Melissa volvió en sí, miró de reojo a Nina y dijo con indiferencia:
—Nada.
—¿Estás pensando en Murray?
En realidad, no puedes dejarlo ir, ¿verdad?
—dijo Nina perspicazmente.
Melissa se quedó atónita por un momento.
—¿Por qué dices eso?
—Intuición —respondió Nina tomando un sorbo de jugo y sonriendo.
Más que intuición, era más bien una conclusión a la que llegó basándose en su comprensión de Melissa.
Ella y Melissa se conocían desde hacía tantos años, y nadie podía conocer a Melissa mejor que ella.

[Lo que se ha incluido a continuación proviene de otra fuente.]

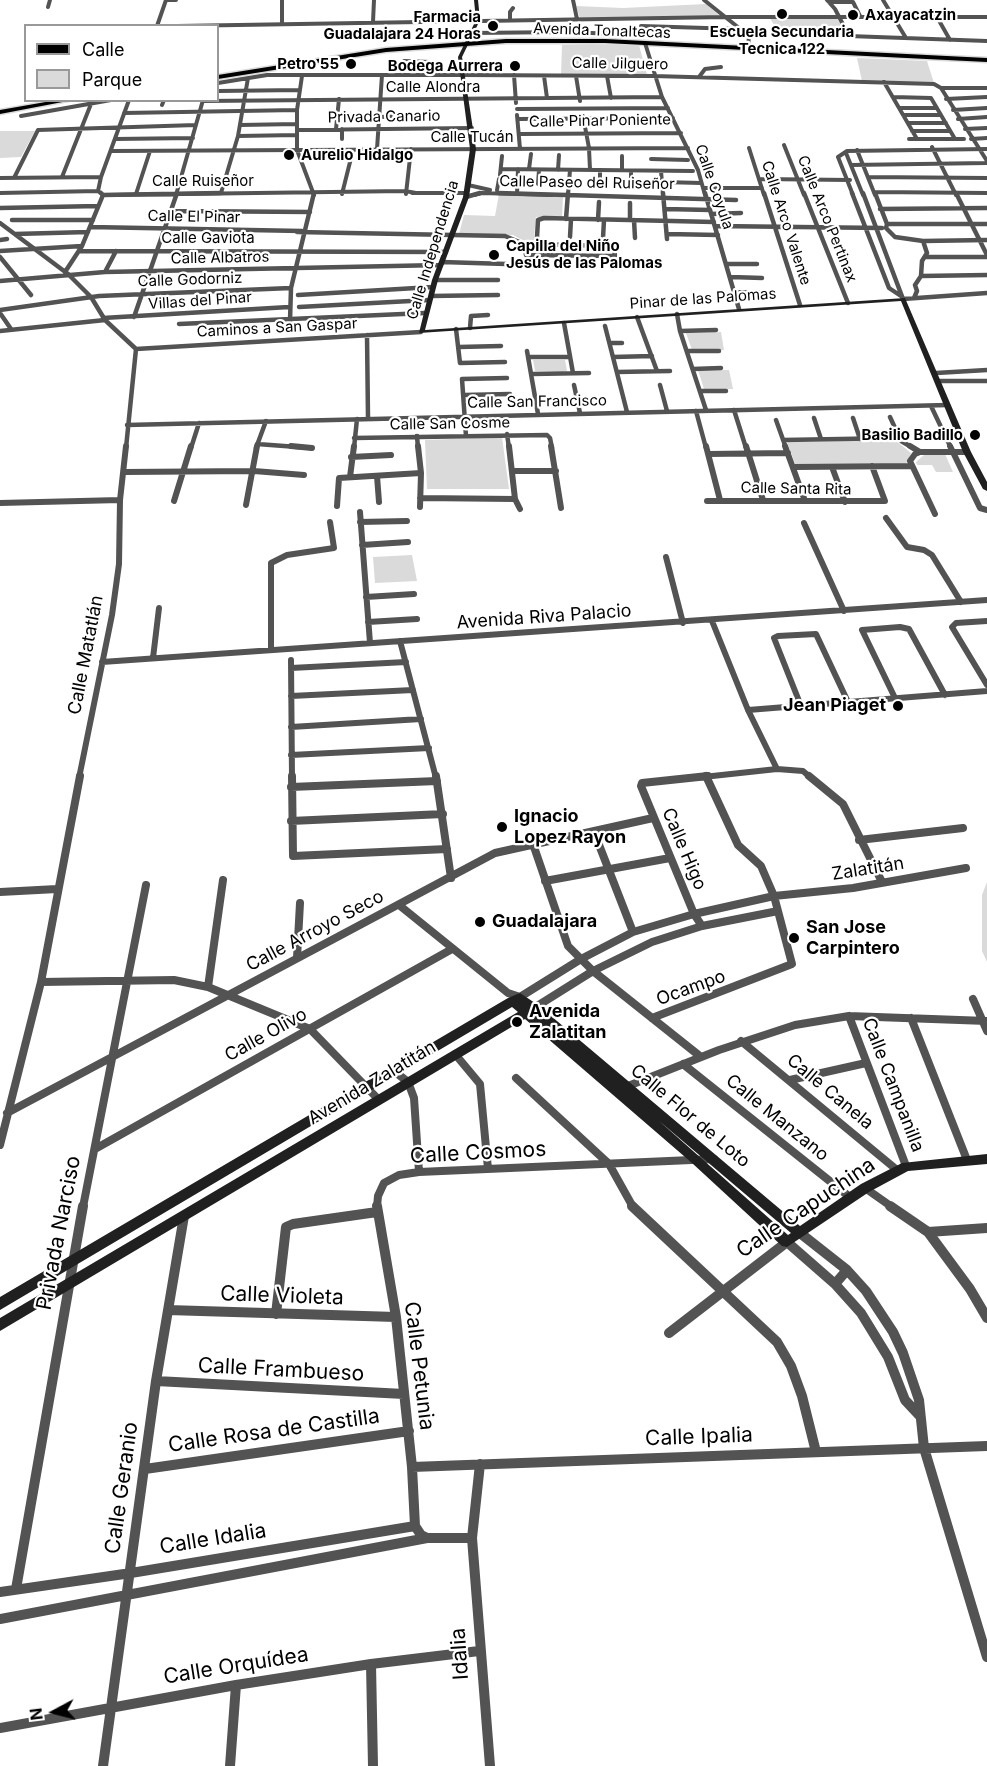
<!DOCTYPE html>
<html>
<head>
<meta charset="utf-8">
<style>
  body { margin:0 }
  #map { position:relative; width:987px; height:1766px; overflow:hidden; background:#fff; font-family:Inter,sans-serif }
  canvas { display:block }
  .legend { position:absolute; left:24px; top:24px; width:195px; height:78px; box-sizing:border-box; background:#fff; border:2px solid #999; margin:0; padding:8px 10px; list-style:none; font-size:18px; color:#000 }
  .legend li { display:flex; align-items:center; gap:12px; height:30px }
  .legend b { width:30px; border:2px solid #999 }
  .north { position:absolute; left:24px; top:1682px; width:60px; height:60px; -webkit-text-stroke:4px #fff; paint-order:stroke; rotate:263deg; font-size:16px; font-weight:700; line-height:24px; text-align:center; color:#000 }
  .north::after { content:''; display:block; margin:auto; width:21px; height:27px; background:#000; clip-path:polygon(50% 0,100% 100%,50% 72%,0 100%) }
</style>
</head>
<body>
<div id="map">
<canvas width="987" height="1766"></canvas>
<ul class="legend">
<li><b style="height:8px;background:#000"></b>Calle</li>
<li><b style="height:16px;background:#dadada"></b>Parque</li>
</ul>
<div class="north">N</div>
</div>
<script>
const context = document.querySelector('canvas').getContext('2d');
context.lineJoin = 'round';
function fill(path, color) {
  context.fillStyle = color;
  context.fill(path, 'evenodd');
}
function poly(rows) {
  const path = new Path2D();
  for (const r of rows) {
    path.moveTo(r[0], r[1]);
    for (let i = 2; i < r.length; i += 2) path.lineTo(r[i], r[i + 1]);
  }
  return path;
}
function stroke(path, color, width, dash) {
  context.strokeStyle = color;
  context.lineWidth = width;
  context.lineCap = dash ? 'butt' : 'round';
  context.setLineDash(dash || []);
  context.stroke(path);
}
function drawText(font, color, halo, rows, align = 'center') {
  context.font = font + ' Inter,sans-serif';
  context.lineWidth = 4.5;
  context.setLineDash([]);
  context.textBaseline = 'middle';
  context.strokeStyle = halo;
  context.fillStyle = color;
  for (const [text, x, y, turn = 0] of rows) {
    context.save();
    context.translate(x, y);
    context.rotate((+turn || 0) * Math.PI / 180);
    context.textAlign = isNaN(turn) ? turn : align;
    if (halo) context.strokeText(text, 0, 0);
    context.fillText(text, 0, 0);
    context.restore();
  }
}
fill(poly([
  [706,4,720,16,580,18,576,6,623,8],
  [836,17,846,32,778,32,770,18],
  [590,44,639,45,647,75,561,75,562,45],
  [857,58,927,61,934,83,862,81],
  [0,131,35,131,21,157,0,158],
  [499,194,563,196,562,217,536,217,534,237,540,238,539,243,526,242,513,235,459,234,464,215,495,216],
  [721,332,724,350,692,350,686,333],
  [533,360,565,360,567,371,535,371],
  [698,370,729,370,733,389,704,389],
  [502,437,509,489,427,489,425,440],
  [895,440,911,453,906,464,796,466,787,442],
  [945,454,953,472,936,472,932,465,917,465,916,462,924,455],
  [412,555,417,581,375,583,373,557],
  [987,882,987,962,982,951,982,895]
]), '#dadada');
const primary = poly([
  [506,39,605,39,987,58,987,62,605,43,506,43,386,52,218,79,218,75,386,48,506,39],
  [57,100,73,100,0,114,0,110,57,100]
]);
stroke(primary, '#dbdbdb', 3);
stroke(poly([
  [166,0,176,0],
  [282,0,282,23],
  [573,0,577,19],
  [704,0,749,36,748,46],
  [827,0,835,9,849,36,987,41],
  [883,0,906,38],
  [829,2,853,2,860,16],
  [48,7,50,0],
  [937,17,950,40],
  [510,20,510,12,513,8],
  [373,22,374,0],
  [157,26,166,0],
  [177,26,725,17,987,17],
  [641,26,738,29],
  [473,33,565,32,644,35],
  [645,43,662,97,698,170,705,195],
  [402,75,404,61,430,62,430,75],
  [514,75,516,103],
  [302,76,297,110,297,150,314,195],
  [544,76,547,98],
  [576,76,580,101],
  [607,76,611,98],
  [699,77,705,69,721,67],
  [884,82,917,139],
  [218,83,267,75,462,75,654,76,934,84,941,88,987,161],
  [941,88,987,88],
  [218,91,300,90],
  [893,97,931,98,955,139],
  [946,99,987,97],
  [203,101,662,97],
  [162,105,164,100],
  [899,108,937,108],
  [517,109,668,108],
  [953,110,987,108],
  [124,113,297,110],
  [517,115,520,149],
  [903,115,941,115],
  [21,116,111,100],
  [583,116,589,148,590,170],
  [379,117,416,116],
  [518,119,673,118],
  [958,119,987,117],
  [908,123,946,123],
  [240,125,297,124],
  [336,129,339,99],
  [342,129,342,139],
  [965,129,987,128],
  [297,130,472,128],
  [912,131,950,131],
  [520,134,681,133],
  [238,136,297,135],
  [115,139,193,138],
  [909,139,964,139],
  [971,139,987,138],
  [784,145,804,195],
  [932,147,956,195],
  [749,148,764,195],
  [377,149,382,75],
  [857,150,875,195],
  [111,151,688,148],
  [846,153,863,195],
  [622,156,622,170],
  [651,159,688,160],
  [851,165,987,163],
  [501,169,693,171],
  [529,169,531,154],
  [558,170,559,155],
  [600,170,600,185],
  [631,171,631,186],
  [661,171,663,195],
  [500,175,502,156],
  [62,177,91,104],
  [868,177,987,178],
  [0,178,101,177],
  [14,178,38,130,196,125],
  [759,179,850,180],
  [662,182,701,183],
  [538,184,539,170],
  [468,185,490,190],
  [703,188,762,188],
  [497,190,499,179],
  [874,192,987,193],
  [0,193,98,191],
  [221,193,238,136,248,78],
  [412,193,467,193],
  [136,194,150,151],
  [342,194,353,150],
  [406,194,411,149],
  [517,194,518,169],
  [103,195,98,191,101,177,129,100],
  [108,195,405,191,416,193],
  [176,195,203,100],
  [474,195,482,193,552,195],
  [568,195,570,170],
  [853,195,838,157,847,151,987,149]
]), '#535353', 4);
stroke(poly([
  [498,193,736,200],
  [663,193,667,239],
  [705,193,739,309],
  [764,193,800,305],
  [804,193,848,303],
  [852,193,889,288,901,296],
  [863,193,903,299,987,293],
  [875,193,887,224,886,228,895,237,923,241,927,253,922,261,921,276,915,285,917,291,914,298],
  [956,193,987,255],
  [103,195,221,193],
  [466,197,480,193],
  [630,203,630,220],
  [0,208,98,206],
  [665,209,710,210],
  [880,209,987,208],
  [171,211,310,212],
  [711,214,741,213],
  [566,219,568,193],
  [12,220,93,220],
  [598,220,599,202],
  [634,220,635,238],
  [0,223,68,274,91,297,105,320,136,349,126,448],
  [887,224,987,224],
  [715,226,882,228],
  [90,227,302,231],
  [297,232,505,236,524,244],
  [15,234,88,232],
  [667,234,718,235],
  [537,237,538,220,544,218,714,222],
  [570,237,571,219],
  [603,238,604,220],
  [0,240,7,239],
  [923,241,987,240],
  [524,244,611,246,614,248,615,256,526,255,524,244],
  [0,251,82,246],
  [79,251,446,252],
  [0,257,31,295],
  [926,257,987,257],
  [442,262,506,264],
  [727,264,757,264],
  [65,272,82,246,103,195,101,193],
  [105,272,116,251],
  [921,276,987,275],
  [731,277,762,278],
  [435,280,498,280],
  [0,281,105,272,441,265],
  [735,292,763,293],
  [298,295,433,287],
  [431,296,498,295],
  [299,307,429,300],
  [0,310,99,296,291,288],
  [0,313,11,329],
  [677,314,680,331,706,410],
  [134,317,177,193],
  [637,317,657,371],
  [103,318,289,307],
  [290,321,291,288,314,193],
  [564,323,573,373],
  [179,324,425,313],
  [605,326,627,412],
  [470,328,471,316,488,315],
  [456,329,460,363,505,362],
  [0,331,105,320],
  [680,331,716,330],
  [367,335,368,418],
  [610,343,622,343],
  [459,347,501,346],
  [136,349,421,332],
  [527,351,538,414],
  [687,351,719,351],
  [529,357,569,357],
  [613,357,652,356],
  [693,369,721,368],
  [617,372,670,371],
  [936,373,987,370],
  [532,374,589,373],
  [939,381,987,381],
  [574,385,580,413],
  [660,385,667,411],
  [700,391,726,391],
  [464,395,510,394],
  [931,406,951,448],
  [734,410,746,448],
  [696,411,706,448],
  [890,417,901,441,913,448],
  [814,418,821,439],
  [853,418,860,439],
  [776,420,786,448],
  [127,425,948,405],
  [507,434,509,448],
  [417,436,418,448],
  [466,436,462,379,507,378],
  [354,438,547,435,550,438,552,448],
  [783,440,898,438],
  [257,444,311,448],
  [191,448,199,423],
  [256,448,266,421],
  [354,448,357,419]
]), '#535353', 4.5);
stroke(poly([
  [291,446,312,448],
  [418,446,421,473,420,507],
  [509,446,515,499,520,509],
  [551,446,561,508],
  [706,446,720,500],
  [746,446,763,500],
  [785,446,805,501],
  [910,446,920,452,967,452],
  [950,446,980,508,987,510],
  [920,452,915,454,910,461,935,514],
  [709,454,788,453],
  [351,457,391,455],
  [794,467,911,466],
  [832,467,845,502],
  [512,471,556,471],
  [124,472,254,471,304,475],
  [377,476,379,502],
  [350,477,354,446],
  [420,498,515,499],
  [174,501,191,446],
  [707,501,885,501,872,466],
  [0,503,120,500],
  [246,505,257,446],
  [337,506,339,478,421,473],
  [360,512,370,643],
  [886,518,907,547,924,550,932,555,961,602],
  [360,522,407,521],
  [804,523,844,611],
  [362,545,408,542],
  [666,557,683,623],
  [366,597,414,594],
  [712,621,748,710,777,769],
  [987,621,956,623,952,627,987,685],
  [368,622,417,619],
  [400,641,436,778],
  [271,650,271,563,287,555,334,548,330,522],
  [153,658,159,608],
  [291,660,292,778],
  [102,662,987,600],
  [291,668,406,662],
  [291,696,413,690],
  [895,698,862,630,900,627,909,629,945,695],
  [801,706,774,638,778,636,816,634,848,702],
  [748,710,987,691],
  [291,727,421,719],
  [291,755,429,748],
  [705,775,706,778],
  [79,778,112,615,119,564,120,500,126,446],
  [694,778,777,769,803,771,811,778]
]), '#535353', 6);
stroke(poly([
  [292,776,293,856,447,849],
  [436,776,451,878],
  [809,776,843,804,882,882],
  [291,787,437,781],
  [291,821,443,814],
  [594,832,633,932],
  [859,840,963,828],
  [533,844,568,946,593,971,701,1057],
  [545,881,670,858],
  [0,892,57,889],
  [399,905,508,993,520,997,581,959,633,932,694,914,774,896,853,888,966,868],
  [702,926,694,914,641,786,642,783,708,776],
  [297,958,300,903],
  [41,982,174,980,208,987,310,1029,379,1100],
  [208,987,223,880],
  [973,999,987,1031],
  [534,1008,593,971,652,942,702,926,778,911],
  [849,1016,906,1166],
  [652,1018,792,964,774,896,761,866,738,845,706,776],
  [911,1018,967,1160],
  [741,1041,897,1170],
  [455,1054,480,1084,488,1169],
  [683,1064,851,1198],
  [394,1071,408,1082,414,1098,419,1172],
  [516,1078,609,1164,633,1207],
  [790,1080,866,1063],
  [623,1088,719,1050,795,1025,849,1016,987,1021],
  [7,1113,495,853,653,818],
  [0,1145,41,982,80,776],
  [95,1149,452,949],
  [865,1188,892,1207],
  [83,1207,146,885],
  [377,1207,378,1196,384,1183,399,1175,419,1172,714,1159]
]), '#535353', 8);
stroke(poly([
  [377,1206,396,1317,412,1467,415,1526],
  [632,1206,777,1342,791,1366,802,1396,816,1452],
  [890,1206,928,1232,970,1289,987,1318],
  [928,1232,987,1228],
  [800,1233,847,1270,866,1291,893,1332,903,1353,919,1400,924,1448,987,1657],
  [835,1284,847,1270],
  [168,1310,396,1317],
  [276,1314,286,1227,293,1224,377,1212],
  [669,1333,787,1242,835,1284,861,1313,888,1357,905,1400,919,1415],
  [156,1381,404,1394],
  [480,1464,472,1538,490,1766],
  [412,1467,987,1446],
  [145,1469,409,1431],
  [415,1526,421,1535,427,1538,472,1538],
  [16,1589,83,1206],
  [0,1592,131,1573,415,1526],
  [0,1619,427,1538],
  [371,1664,373,1766],
  [0,1728,236,1685,371,1664,479,1651],
  [103,1766,156,1381,184,1216],
  [230,1766,236,1685]
]), '#535353', 10);
fill(poly([
  [474,0,478,0,480,20,462,57,476,149,469,197,438,280,425,330,905,298,971,452,987,482,987,491,983,489,963,452,901,301,419,333,432,280,463,197,470,149,458,57,476,20,474,0],
  [520,993,538,1005,800,1226,861,1184,902,1163,987,1154,987,1164,908,1171,869,1192,787,1247,782,1246,692,1163,525,1019,0,1331,0,1318,518,1012,512,1007,0,1310,0,1297,508,998,520,993],
  [658,1120,791,1233,788,1235,658,1120]
]), '#202020');
fill(primary, '#000');
for (const [x, y, r, color] of [
  [782,14,6,"#000"],
  [853,15,6,"#000"],
  [493,26,6,"#000"],
  [351,64,6,"#000"],
  [515,66,6,"#000"],
  [289,155,6,"#000"],
  [494,255,6,"#000"],
  [975,435,6,"#000"],
  [898,706,6,"#000"],
  [502,827,6,"#000"],
  [480,922,6,"#000"],
  [794,938,6,"#000"],
  [517,1022,6,"#000"]
]) {
  const dot = new Path2D();
  dot.arc(x, y, r, 0, 2 * Math.PI);
  context.fillStyle = color;
  context.fill(dot);
  stroke(dot, '#fff', 2);
}
drawText('bold 15px', '#000', '#fff', [
  ["Axayacatzin",865,15,"left"],
  ["Farmacia",481,17],
  ["Guadalajara 24 Horas",481,34],
  ["Escuela Secundaria",782,32,"center"],
  ["Tecnica 122",782,49,"center"],
  ["Petro 55",339,64],
  ["Bodega Aurrera",503,66],
  ["Aurelio Hidalgo",301,155,"left"],
  ["Capilla del Niño",506,246,"left"],
  ["Jesús de las Palomas",506,263,"left"],
  ["Basilio Badillo",963,435]
], 'right');
drawText('15px', '#000', '#fff', [
  ["Avenida Tonaltecas",602,31,2],
  ["Calle Jilguero",620,64,1],
  ["Calle Alondra",433,87],
  ["Privada Canario",384,117,-1],
  ["Calle Pinar Poniente",600,121,-1],
  ["Calle Tucán",472,137],
  ["Calle Ruiseñor",203,181],
  ["Calle Paseo del Ruiseñor",587,183,1],
  ["Calle Coyula",714,187,71],
  ["Calle El Pinar",194,217,1],
  ["Calle Arco Pertinax",827,219,68],
  ["Calle Arco Valente",786,223,72],
  ["Calle Gaviota",208,238],
  ["Calle Independencia",433,250,-73],
  ["Calle Albatros",220,258,-1],
  ["Calle Godorniz",190,280,-2],
  ["Pinar de las Palomas",703,299,-4],
  ["Villas del Pinar",200,301,-4],
  ["Caminos a San Gaspar",277,328,-3],
  ["Calle San Francisco",537,402,-1],
  ["Calle San Cosme",450,424,-1],
  ["Calle Santa Rita",796,489,1]
]);
drawText('18px', '#000', '#fff', [
  ["Avenida Riva Palacio",544,617,-4],
  ["Calle Matatlán",86,655,-79],
  ["Calle Higo",684,849,67],
  ["Zalatitán",868,869,-9],
  ["Calle Arroyo Seco",315,931,-28],
  ["Ocampo",691,988,-20],
  ["Calle Olivo",266,1035,-29],
  ["Avenida Zalatitán",372,1083,-31],
  ["Calle Campanilla",893,1085,69],
  ["Calle Canela",830,1092,40],
  ["Calle Flor de Loto",690,1116,40],
  ["Calle Manzano",777,1118,39]
]);
drawText('bold 18px', '#000', '#fff', [
  ["Jean Piaget",886,706,"right"],
  ["Ignacio",514,817],
  ["Lopez Rayon",514,838],
  ["Guadalajara",492,922],
  ["San Jose",806,928],
  ["Carpintero",806,949],
  ["Avenida",529,1012],
  ["Zalatitan",529,1033]
], 'left');
drawText('21px', '#000', '#fff', [
  ["Calle Cosmos",478,1153,-3],
  ["Calle Capuchina",806,1208,-34],
  ["Privada Narciso",59,1233,-79],
  ["Calle Violeta",282,1296,2],
  ["Calle Petunia",419,1366,83],
  ["Calle Frambueso",281,1370,3],
  ["Calle Rosa de Castilla",274,1431,-8],
  ["Calle Ipalia",699,1437,-2],
  ["Calle Geranio",122,1488,-82],
  ["Calle Idalia",213,1539,-9],
  ["Idalia",460,1654,-94],
  ["Calle Orquídea",236,1666,-9]
]);
</script>
</body>
</html>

Melissa guardó silencio por un momento, luego dijo suavemente:
—Yo tampoco lo sé.
Estaba un poco confundida.
Aunque canceló resueltamente la ceremonia de compromiso con Murray, muchas veces, todavía no podía evitar pensar en él.
—No te engañes a ti misma —dijo Nina palmeando el hombro de Melissa—.
Puedo ver que todavía tienes sentimientos por Murray, y él está igual que tú.
¿Está igual?
¿Cómo es eso posible?
—Nina, deja de bromear.
¿No sabes que la persona que le gusta a Murray es Lily?
—dijo Melissa con voz apagada.
—Sé que esto te molesta.
Por eso no dudaste en cancelar tu compromiso con Murray.
Nina dejó el jugo, se volvió para mirar a Melissa y dijo muy seria:
—Te encanta perseguir la perfección, especialmente cuando se trata del amor, no puedes tolerar ningún defecto.
Pero, ¿alguna vez has pensado que todo es tan coincidente?